“Don’t touch” is a rather silly admonition in a store full of toys. Ted Frankel has no patience for such scolding when parents bring their kids into Uncle Fun, his kitschy toy shop in Lakeview, where it’s nearly impossible not to find yourself picking things up.
“It sort of drives me up the wall,” says Frankel, the man behind the mustache and Cheshire cat grin of the store’s logo. “I always go, ‘Oh, this is a toy store, that’s OK.’ As long as you don’t steal anything and come in and have a good time, then you’re always welcome.”
Frankel was raised in Cleveland by parents in the toy business (father did wholesale, mother retail), and they were always bringing home samples. Consequently he never completely put away his childish things: the bulging toy chest of his youth became the jam-packed shop of oddities that is his livelihood, crammed with boxing nun puppets, old sports medals, and windup cars.
“I buy what I like. If something hits me I just buy it,” he says. “It may be off-the-wall weird.” Frankel recently bought cases and cases of little vials of elk urine, which attracts other elk. He just sold some to a hunter, but Frankel figures one of his customers may find an alternative application for it. “There’s always a level underneath or above it, which is the level I like to be at,” he says.
Devoted customers started with Frankel back in the late 1970s, when he opened Goodies on Halsted, a forerunner of Uncle Fun that many remember for its soda fountain. In 1990 he opened Uncle Fun on Belmont and followed up three years later with Fly Paper, a card and stationery shop under the el tracks at Roscoe and Southport.
Frankel plans to debut another card store, Paper Boy, across the street from Uncle Fun at the end of the month, but first he’s organizing a salon of sorts. He invited customers to submit artwork inspired by the offbeat merchandise at Uncle Fun for a show in the new space, guaranteeing everyone a spot for at least one submission. He has received more than 150 contributions–paintings, photography, sculpture, fashion, and even a cake. “It’s sort of art school with no pressure,” says Frankel, a onetime art student. Work by regular customers and neighborhood kids will share the walls with pieces donated by some of Frankel’s better-known shoppers, including Ed Paschke, Tony Fitzpatrick, Heather McAdams, Mr. Imagination, Nicole Hollander, Art Spiegelman, Cynthia Plastercaster, Jay Lynch, and Bill Griffith. Some of the proceeds will benefit the Children’s Place Association, a local not-for-profit agency that provides support and operates a group home for children with HIV.

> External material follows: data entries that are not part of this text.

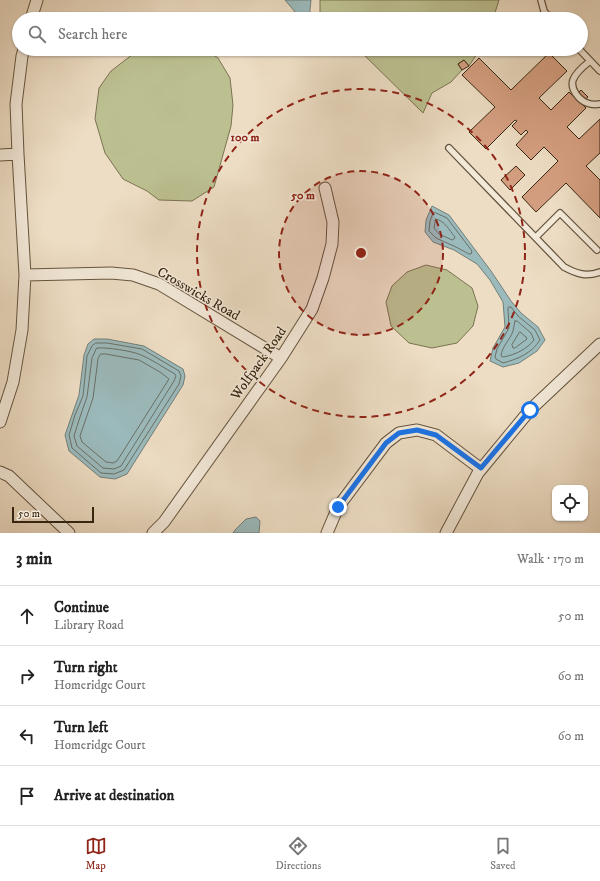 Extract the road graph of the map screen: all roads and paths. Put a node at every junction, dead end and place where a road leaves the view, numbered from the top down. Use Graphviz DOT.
graph roads {
  1 [pos="37,0"];
  2 [pos="541,0"];
  3 [pos="33,12"];
  4 [pos="545,12"];
  5 [pos="22,56"];
  6 [pos="585,56"];
  7 [pos="590,61"];
  8 [pos="600,71"];
  9 [pos="600,104"];
  10 [pos="449,148"];
  11 [pos="18,154"];
  12 [pos="0,155"];
  13 [pos="325,188"];
  14 [pos="536,238"];
  15 [pos="599,250"];
  16 [pos="600,272"];
  17 [pos="25,275"];
  18 [pos="600,344"];
  19 [pos="280,358"];
  20 [pos="0,422"];
  21 [pos="481,468"];
  22 [pos="0,472"];
  23 [pos="69,533"];
  24 [pos="153,533"];
  25 [pos="328,533"];
  26 [pos="446,533"];
  1 -- 3 [label="street"];
  2 -- 4 [label="lane"];
  5 -- 11 [label="street"];
  6 -- 7 [label="lane"];
  7 -- 8 [label="lane"];
  7 -- 9 [label="lane"];
  10 -- 14 [label="lane"];
  11 -- 12 [label="street"];
  11 -- 17 [label="street"];
  13 -- 19 [label="street, Wolfpack Road"];
  14 -- 15 [label="lane"];
  14 -- 16 [label="lane"];
  17 -- 19 [label="street, Crosswicks Road"];
  17 -- 20 [label="street"];
  18 -- 21 [label="street"];
  19 -- 24 [label="street, Wolfpack Road"];
  21 -- 25 [label="street"];
  21 -- 26 [label="street"];
  22 -- 23 [label="street"];
} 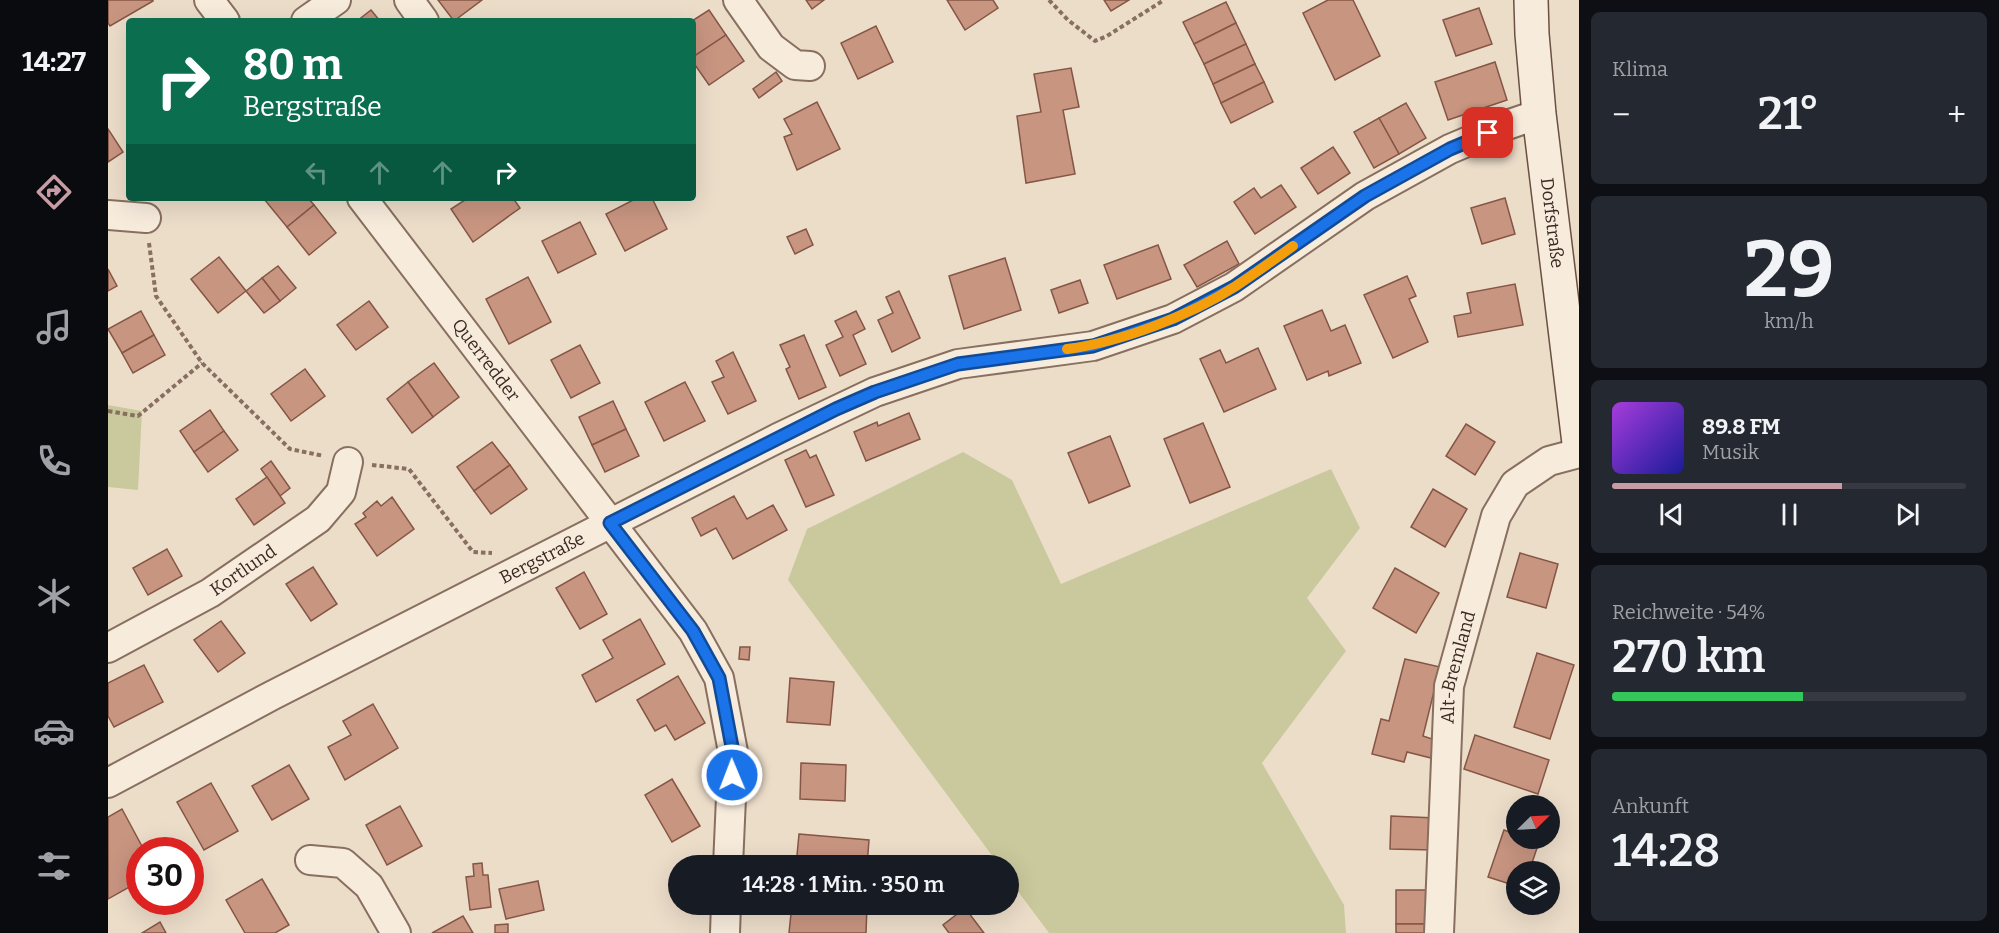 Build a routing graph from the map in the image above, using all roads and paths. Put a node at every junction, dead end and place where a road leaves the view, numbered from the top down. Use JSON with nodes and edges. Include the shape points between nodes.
{"nodes":[{"id":1,"x":209,"y":0,"type":"edge"},
{"id":2,"x":336,"y":0,"type":"edge"},
{"id":3,"x":409,"y":0,"type":"edge"},
{"id":4,"x":738,"y":0,"type":"edge"},
{"id":5,"x":1049,"y":0,"type":"edge"},
{"id":6,"x":1164,"y":0,"type":"edge"},
{"id":7,"x":1531,"y":0,"type":"edge"},
{"id":8,"x":223,"y":18,"type":"edge"},
{"id":9,"x":310,"y":18,"type":"edge"},
{"id":10,"x":422,"y":18,"type":"edge"},
{"id":11,"x":810,"y":66,"type":"dead end"},
{"id":12,"x":1539,"y":114,"type":"junction"},
{"id":13,"x":364,"y":201,"type":"edge"},
{"id":14,"x":108,"y":215,"type":"edge"},
{"id":15,"x":146,"y":218,"type":"joint"},
{"id":16,"x":1573,"y":353,"type":"edge"},
{"id":17,"x":202,"y":363,"type":"junction"},
{"id":18,"x":108,"y":411,"type":"edge"},
{"id":19,"x":1579,"y":443,"type":"edge"},
{"id":20,"x":1579,"y":453,"type":"edge"},
{"id":21,"x":348,"y":462,"type":"junction"},
{"id":22,"x":610,"y":523,"type":"junction"},
{"id":23,"x":500,"y":554,"type":"dead end"},
{"id":24,"x":108,"y":648,"type":"edge"},
{"id":25,"x":108,"y":783,"type":"edge"},
{"id":26,"x":728,"y":855,"type":"edge"},
{"id":27,"x":310,"y":860,"type":"dead end"},
{"id":28,"x":726,"y":915,"type":"edge"},
{"id":29,"x":396,"y":933,"type":"edge"},
{"id":30,"x":725,"y":933,"type":"edge"},
{"id":31,"x":1439,"y":933,"type":"edge"}],
"edges":[{"from":1,"to":8,"type":"street"},
{"from":2,"to":9,"type":"street"},
{"from":3,"to":10,"type":"street"},
{"from":4,"to":11,"type":"street","via":[[771,48],[795,65]]},
{"from":5,"to":6,"type":"path","via":[[1095,40]]},
{"from":7,"to":12,"type":"street","name":"Dorfstraße"},
{"from":12,"to":16,"type":"street","name":"Dorfstraße"},
{"from":12,"to":22,"type":"street","name":"Bergstraße","via":[[1450,149],[1365,196],[1234,287],[1173,319],[1093,346],[958,364],[875,392]]},
{"from":13,"to":22,"type":"street","name":"Querredder"},
{"from":14,"to":15,"type":"street"},
{"from":15,"to":17,"type":"path","via":[[156,296]]},
{"from":16,"to":19,"type":"street","name":"Dorfstraße"},
{"from":17,"to":18,"type":"path","via":[[138,416]]},
{"from":17,"to":21,"type":"path","via":[[290,449]]},
{"from":20,"to":31,"type":"street","name":"Alt-Bremland","via":[[1549,461],[1515,484],[1496,516],[1449,686]]},
{"from":21,"to":23,"type":"path","via":[[409,469],[473,552]]},
{"from":21,"to":24,"type":"street","name":"Kortlund","via":[[341,492],[318,519],[210,593]]},
{"from":22,"to":25,"type":"street","name":"Bergstraße"},
{"from":22,"to":26,"type":"street","name":"Querredder","via":[[693,631],[719,678],[733,752]]},
{"from":27,"to":29,"type":"street","via":[[343,863],[369,886]]},
{"from":28,"to":30,"type":"street"}]}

The democratic premise of the show promotes Frankel’s notion that everybody can be creative, but some people just let their brains get in the way. “When you get connected to your soul and you make something, it’s art,” he says. “It doesn’t matter whether it’s a kid coming home and putting his hand in that clay like everybody did in first grade and going, ‘Look, mom, look what I made,’ or an Ed Paschke or a Tony Fitzpatrick. They’re all getting connected to their gut and putting it on paper or into a sculpture or whatever. Whether you’re baking a cake or making a painting, the act of creativity is being able to put the straw into your gut and suck it up.”
“The Fun Show” opens with a party featuring “the velvety casino sounds” of John Connors and his band, Bric-a-Brac, Friday from 6 to 10 at Paper Boy, 1351 W. Belmont. The show runs through September 27 (it will be closed Monday and Tuesday). For more information call 773-477-8223. –Todd Savage
Art accompanying story in printed newspaper (not available in this archive): Ted Frankel photo by Eugene Zakusilo.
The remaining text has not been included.